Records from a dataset
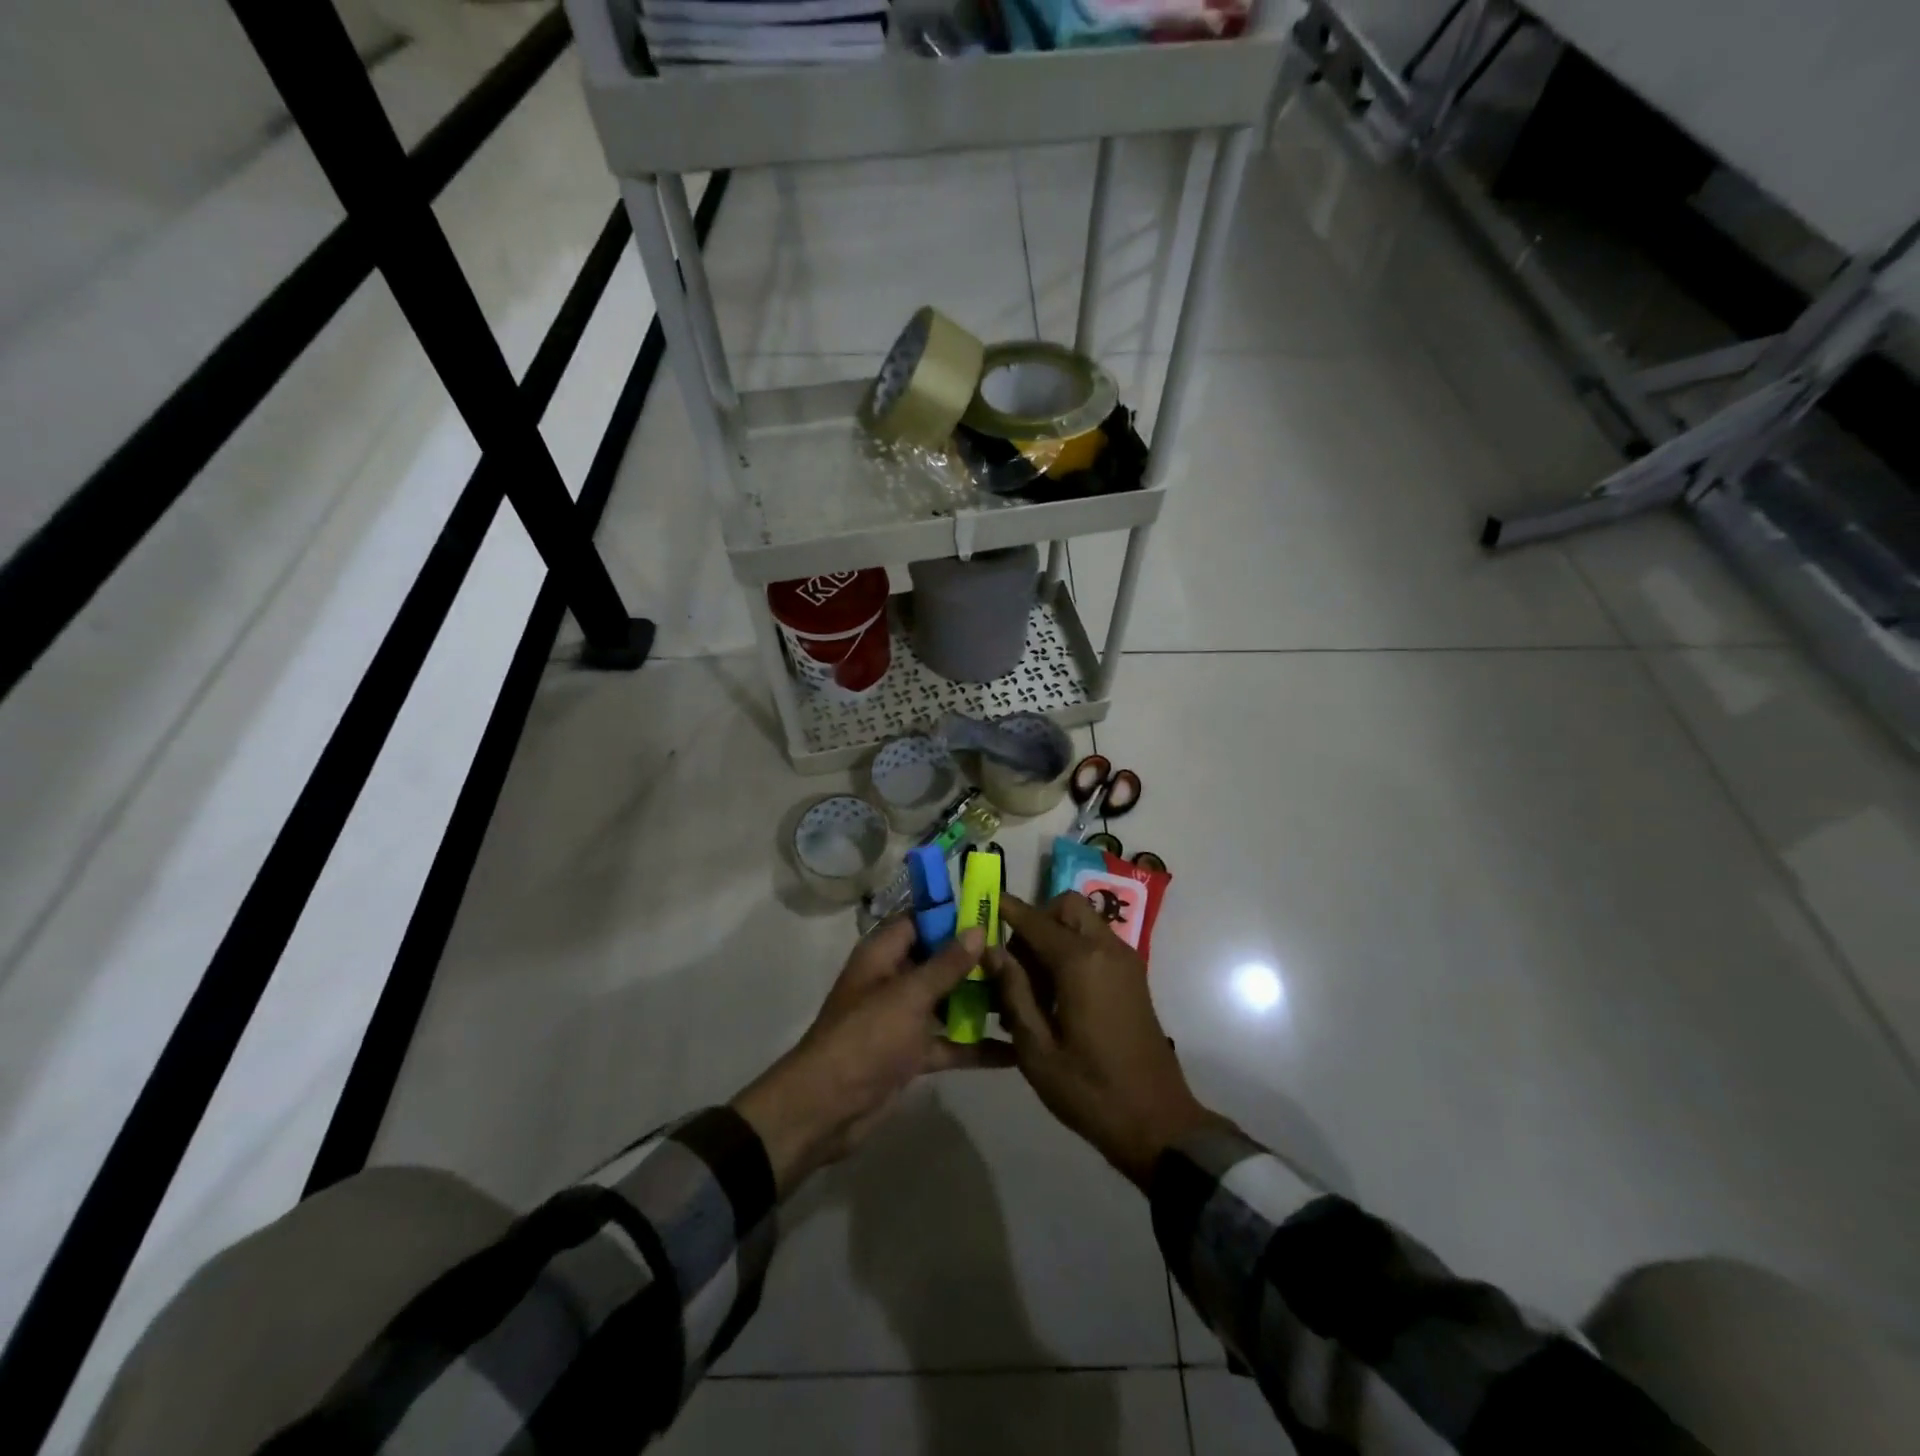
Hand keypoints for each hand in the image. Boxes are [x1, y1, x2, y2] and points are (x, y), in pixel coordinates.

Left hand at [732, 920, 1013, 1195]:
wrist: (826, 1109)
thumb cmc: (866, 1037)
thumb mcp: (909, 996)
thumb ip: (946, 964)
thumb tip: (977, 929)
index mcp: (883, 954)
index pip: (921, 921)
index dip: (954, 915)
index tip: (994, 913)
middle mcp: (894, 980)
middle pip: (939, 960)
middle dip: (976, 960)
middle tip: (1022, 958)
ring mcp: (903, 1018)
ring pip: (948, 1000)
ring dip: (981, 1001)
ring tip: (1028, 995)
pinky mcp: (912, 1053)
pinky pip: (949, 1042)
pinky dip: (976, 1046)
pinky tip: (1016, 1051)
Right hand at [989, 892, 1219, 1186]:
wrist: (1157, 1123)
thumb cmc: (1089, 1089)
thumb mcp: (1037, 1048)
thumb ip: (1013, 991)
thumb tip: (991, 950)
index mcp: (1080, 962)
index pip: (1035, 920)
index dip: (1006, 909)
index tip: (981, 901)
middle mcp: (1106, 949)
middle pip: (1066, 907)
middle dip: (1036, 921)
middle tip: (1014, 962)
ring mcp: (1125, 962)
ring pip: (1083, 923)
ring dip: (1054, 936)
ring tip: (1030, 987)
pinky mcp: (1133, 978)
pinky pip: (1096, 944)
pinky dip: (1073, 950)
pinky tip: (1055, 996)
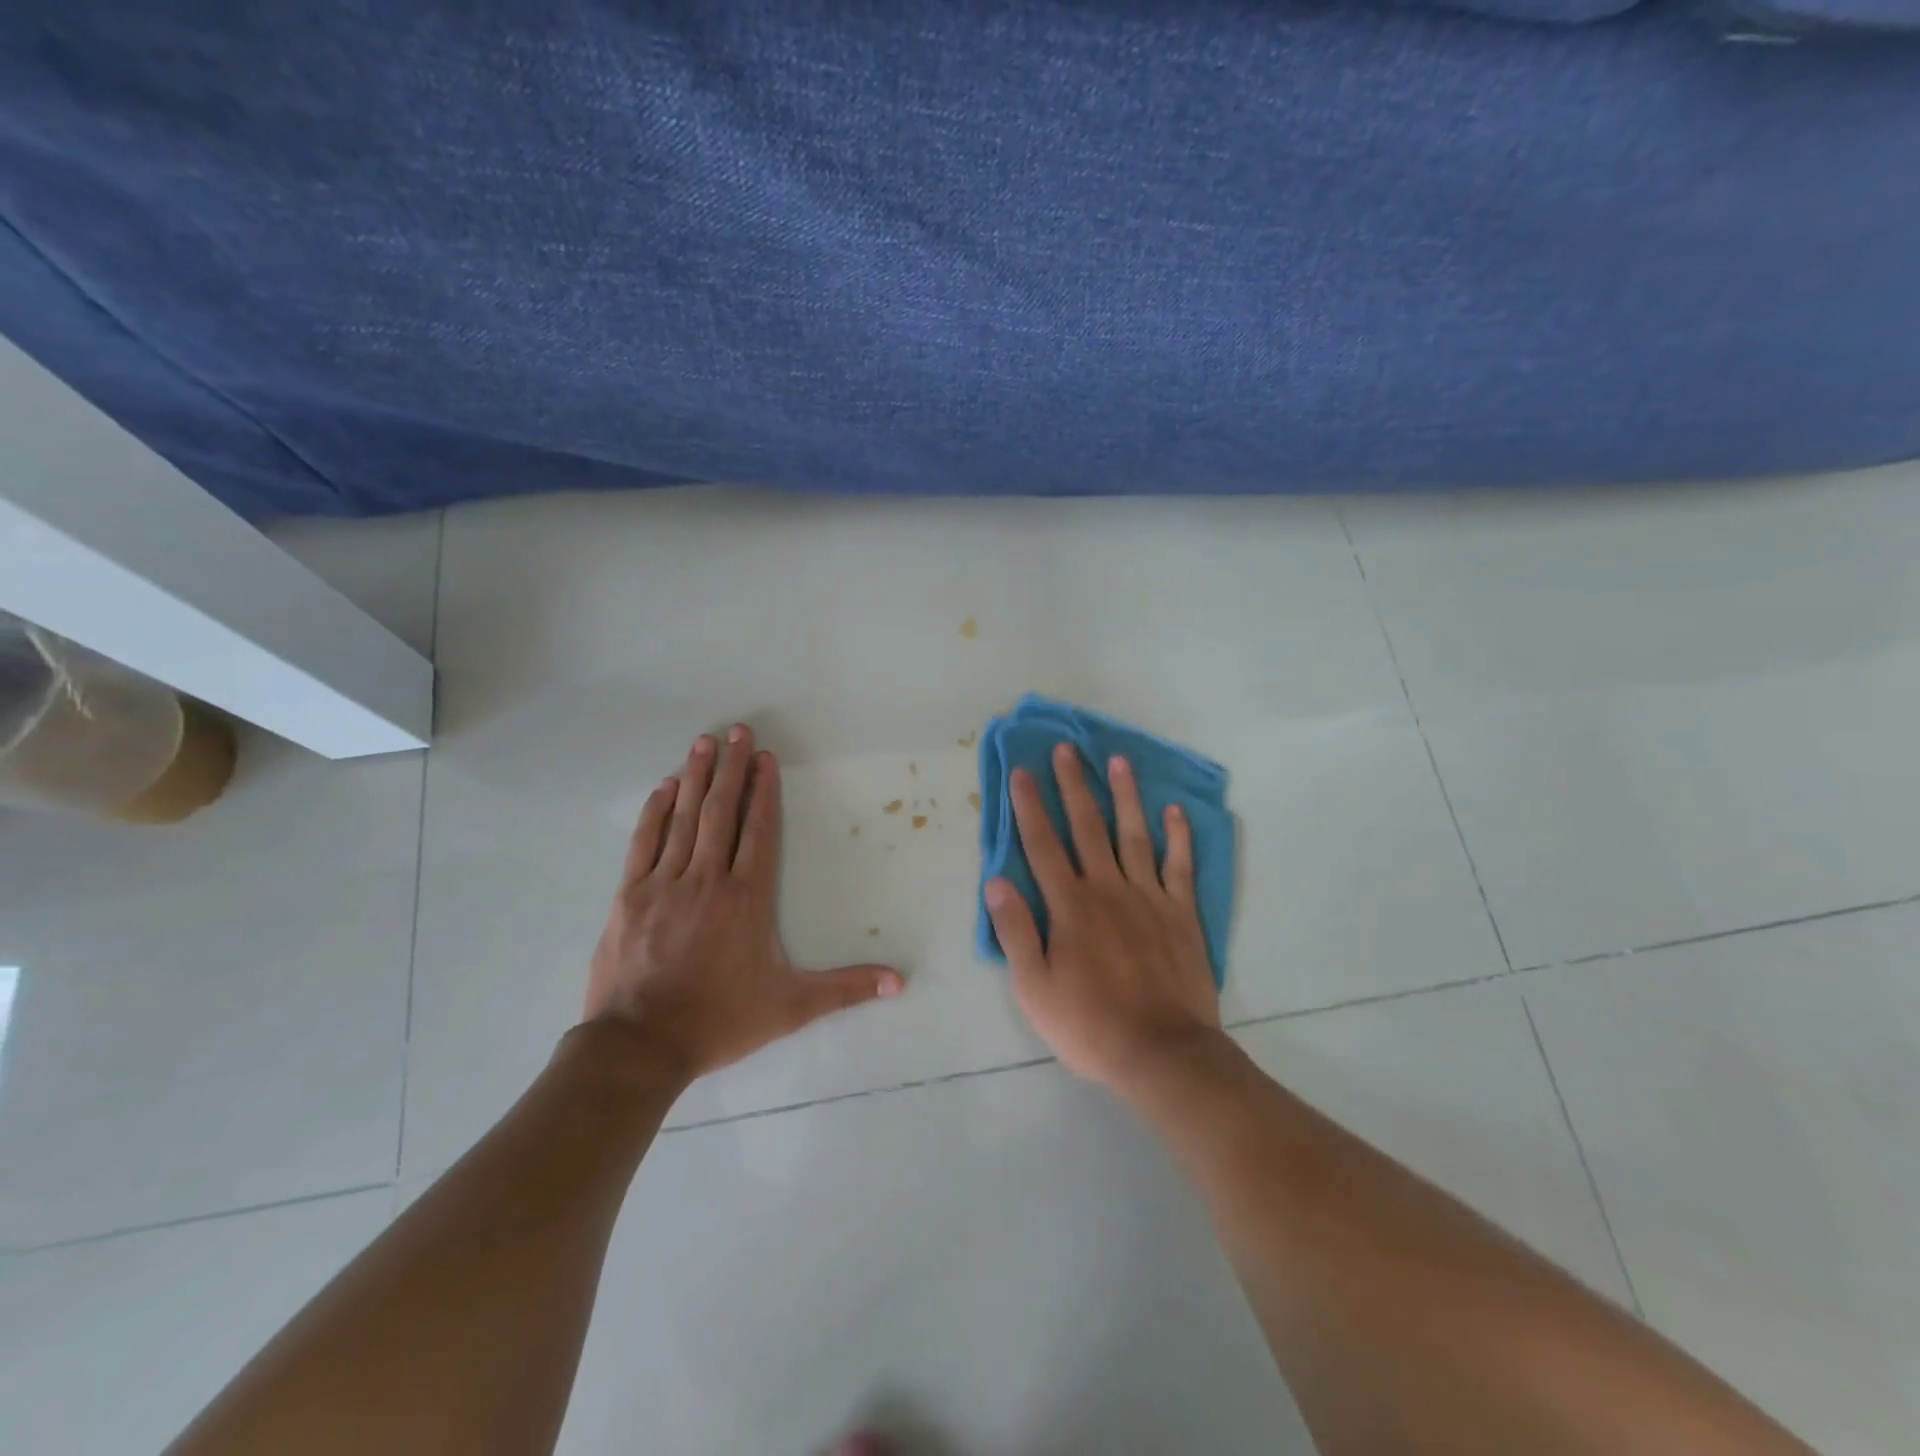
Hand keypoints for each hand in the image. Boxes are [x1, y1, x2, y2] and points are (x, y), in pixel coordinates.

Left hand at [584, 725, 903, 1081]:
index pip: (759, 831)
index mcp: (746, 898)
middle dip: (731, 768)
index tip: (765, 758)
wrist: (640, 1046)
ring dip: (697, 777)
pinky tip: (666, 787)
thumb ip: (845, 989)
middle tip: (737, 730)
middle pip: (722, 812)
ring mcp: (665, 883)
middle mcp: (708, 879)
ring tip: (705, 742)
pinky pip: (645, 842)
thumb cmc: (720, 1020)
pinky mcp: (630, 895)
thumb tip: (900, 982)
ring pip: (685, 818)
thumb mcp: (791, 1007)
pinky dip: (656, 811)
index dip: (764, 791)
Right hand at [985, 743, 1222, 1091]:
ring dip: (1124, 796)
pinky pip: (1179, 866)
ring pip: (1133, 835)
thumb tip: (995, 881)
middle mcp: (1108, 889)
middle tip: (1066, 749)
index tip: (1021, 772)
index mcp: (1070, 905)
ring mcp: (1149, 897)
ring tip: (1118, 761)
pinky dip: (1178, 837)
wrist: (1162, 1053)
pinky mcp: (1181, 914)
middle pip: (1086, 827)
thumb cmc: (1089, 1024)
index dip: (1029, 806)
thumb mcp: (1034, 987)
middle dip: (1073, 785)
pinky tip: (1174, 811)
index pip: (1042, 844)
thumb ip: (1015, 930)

* _WHAT IS BEING ASKED_: Exact copy, pictures excluded: every line above from the one containing "pinky pip: (949, 1042)" to the one containing "thumb tip: (995, 881)", inclusive, and nothing more.

* _SOLVED PROBLEM_:
pinky pip: (949, 1042)
pinky dip: (976, 1046)
pinky tip: (1016, 1051)
Right hand at [989, 892, 1219, 1186]:
wrist: (1157, 1123)
thumb cmc: (1089, 1089)
thumb mcp: (1037, 1048)
thumb ip: (1013, 991)
thumb tip: (991, 950)
index mcp: (1080, 962)
index pip: (1035, 920)
index dip: (1006, 909)
index tip: (981, 901)
middle mcp: (1106, 949)
middle pip: (1066, 907)
middle dip: (1036, 921)
middle tip: (1014, 962)
ring mcp: (1125, 962)
ring pip: (1083, 923)
ring dip: (1054, 936)
ring tip: (1030, 987)
pinky mcp: (1133, 978)
pinky pip: (1096, 944)
pinky dip: (1073, 950)
pinky tip: (1055, 996)
Hand keypoints for each hand in the image. Boxes are [x1, y1, x2, y2] and points are (x, y), in pixel coordinates.

Left hand at [584, 725, 903, 1081]:
index pip: (759, 831)
index mcp: (746, 898)
middle dip: (731, 768)
index tip: (765, 758)
wrist: (640, 1046)
ring dip: (697, 777)
pinky tip: (666, 787)
thumb ip: (845, 989)
middle tip: (737, 730)
middle pip: (722, 812)
ring mcp: (665, 883)
middle mcp: (708, 879)
ring tip: (705, 742)
pinky pip: (645, 842)
thumb cmc: (720, 1020)
pinky mcp: (630, 895)
thumb tip: (900, 982)
ring pip: (685, 818)
thumb mcp: (791, 1007)
pinky dip: (656, 811)
index dip: (764, 791)
Right hand at [985, 743, 1222, 1091]:
ring dip: (1124, 796)
pinky pip: (1179, 866)
ring pip: (1133, 835)
thumb tip: (995, 881)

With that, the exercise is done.